[Given information Boundary: Start]

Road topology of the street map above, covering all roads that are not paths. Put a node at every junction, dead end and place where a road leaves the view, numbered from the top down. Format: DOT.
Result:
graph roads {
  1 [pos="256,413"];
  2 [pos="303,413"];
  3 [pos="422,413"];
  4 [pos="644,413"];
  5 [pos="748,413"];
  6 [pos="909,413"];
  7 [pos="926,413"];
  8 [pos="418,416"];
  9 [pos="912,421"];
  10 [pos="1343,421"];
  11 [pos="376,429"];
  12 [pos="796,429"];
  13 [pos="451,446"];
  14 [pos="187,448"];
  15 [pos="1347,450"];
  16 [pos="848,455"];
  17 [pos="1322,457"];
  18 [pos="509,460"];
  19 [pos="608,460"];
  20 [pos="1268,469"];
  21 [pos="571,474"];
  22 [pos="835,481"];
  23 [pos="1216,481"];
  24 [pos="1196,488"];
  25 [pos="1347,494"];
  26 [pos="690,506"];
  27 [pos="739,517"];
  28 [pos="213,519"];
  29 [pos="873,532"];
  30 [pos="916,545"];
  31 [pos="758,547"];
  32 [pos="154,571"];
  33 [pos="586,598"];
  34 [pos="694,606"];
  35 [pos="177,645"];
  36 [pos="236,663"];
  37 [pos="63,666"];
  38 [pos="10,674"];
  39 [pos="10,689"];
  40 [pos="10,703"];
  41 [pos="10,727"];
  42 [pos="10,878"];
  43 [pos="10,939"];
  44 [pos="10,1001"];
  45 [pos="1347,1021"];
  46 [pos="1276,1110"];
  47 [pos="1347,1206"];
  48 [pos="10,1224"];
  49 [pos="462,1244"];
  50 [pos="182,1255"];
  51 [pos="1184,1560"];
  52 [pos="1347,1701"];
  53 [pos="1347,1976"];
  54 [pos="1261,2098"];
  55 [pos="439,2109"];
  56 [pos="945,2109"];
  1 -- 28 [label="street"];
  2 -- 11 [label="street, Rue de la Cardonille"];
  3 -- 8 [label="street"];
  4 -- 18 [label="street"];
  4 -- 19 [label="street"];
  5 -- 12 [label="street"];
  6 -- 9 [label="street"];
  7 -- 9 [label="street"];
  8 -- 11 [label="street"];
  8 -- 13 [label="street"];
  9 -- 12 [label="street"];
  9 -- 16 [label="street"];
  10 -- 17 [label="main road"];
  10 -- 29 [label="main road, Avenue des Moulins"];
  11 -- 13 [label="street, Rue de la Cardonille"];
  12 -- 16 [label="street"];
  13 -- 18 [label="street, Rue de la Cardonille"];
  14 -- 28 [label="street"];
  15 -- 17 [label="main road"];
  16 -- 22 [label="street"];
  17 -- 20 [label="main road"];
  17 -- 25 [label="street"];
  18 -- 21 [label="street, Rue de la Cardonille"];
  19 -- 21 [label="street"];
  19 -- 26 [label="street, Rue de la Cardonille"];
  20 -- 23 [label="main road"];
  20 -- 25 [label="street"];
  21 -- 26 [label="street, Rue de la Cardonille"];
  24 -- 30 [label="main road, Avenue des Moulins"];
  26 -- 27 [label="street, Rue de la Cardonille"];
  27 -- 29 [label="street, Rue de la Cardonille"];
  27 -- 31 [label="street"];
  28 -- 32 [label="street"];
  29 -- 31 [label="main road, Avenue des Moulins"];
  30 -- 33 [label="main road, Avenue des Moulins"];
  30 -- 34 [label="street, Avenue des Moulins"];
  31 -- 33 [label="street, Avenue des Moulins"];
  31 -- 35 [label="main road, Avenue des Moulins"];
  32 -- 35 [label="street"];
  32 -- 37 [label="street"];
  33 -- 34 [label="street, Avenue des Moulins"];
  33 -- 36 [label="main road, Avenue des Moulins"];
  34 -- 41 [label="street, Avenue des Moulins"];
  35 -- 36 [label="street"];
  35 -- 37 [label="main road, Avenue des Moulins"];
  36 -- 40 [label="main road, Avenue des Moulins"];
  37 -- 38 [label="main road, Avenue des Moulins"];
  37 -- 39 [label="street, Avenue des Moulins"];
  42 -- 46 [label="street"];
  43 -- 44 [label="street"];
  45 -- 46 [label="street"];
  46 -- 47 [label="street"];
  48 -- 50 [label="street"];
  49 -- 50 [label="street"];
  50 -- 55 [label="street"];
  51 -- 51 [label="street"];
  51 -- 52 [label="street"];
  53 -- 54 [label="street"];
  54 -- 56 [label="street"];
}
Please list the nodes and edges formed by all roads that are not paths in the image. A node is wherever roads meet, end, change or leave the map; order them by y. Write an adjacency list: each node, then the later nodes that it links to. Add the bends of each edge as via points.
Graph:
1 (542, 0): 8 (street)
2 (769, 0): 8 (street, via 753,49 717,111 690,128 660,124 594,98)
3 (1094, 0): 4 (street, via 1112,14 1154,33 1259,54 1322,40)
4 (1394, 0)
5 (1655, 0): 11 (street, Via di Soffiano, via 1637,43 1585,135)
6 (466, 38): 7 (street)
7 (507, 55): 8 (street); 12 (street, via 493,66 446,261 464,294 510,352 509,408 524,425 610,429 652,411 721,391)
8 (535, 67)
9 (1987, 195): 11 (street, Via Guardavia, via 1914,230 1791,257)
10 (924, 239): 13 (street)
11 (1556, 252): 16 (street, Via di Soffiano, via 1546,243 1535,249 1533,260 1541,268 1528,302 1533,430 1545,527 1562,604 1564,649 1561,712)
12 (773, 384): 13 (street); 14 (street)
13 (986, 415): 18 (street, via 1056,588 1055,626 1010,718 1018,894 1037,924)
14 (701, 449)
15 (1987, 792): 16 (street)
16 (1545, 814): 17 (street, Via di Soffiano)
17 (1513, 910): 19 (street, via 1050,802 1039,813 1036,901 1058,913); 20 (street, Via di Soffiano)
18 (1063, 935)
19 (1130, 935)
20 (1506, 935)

[Given information Boundary: End]

**Instructions to follow**
Every line in the records that holds the word "Soffiano" should be copied into the answer.

**Written solution**
5 (1655, 0): 11 (street, Via di Soffiano, via 1637,43 1585,135)
11 (1556, 252): 16 (street, Via di Soffiano, via 1546,243 1535,249 1533,260 1541,268 1528,302 1533,430 1545,527 1562,604 1564,649 1561,712)
16 (1545, 814): 17 (street, Via di Soffiano)
17 (1513, 910): 19 (street, via 1050,802 1039,813 1036,901 1058,913); 20 (street, Via di Soffiano)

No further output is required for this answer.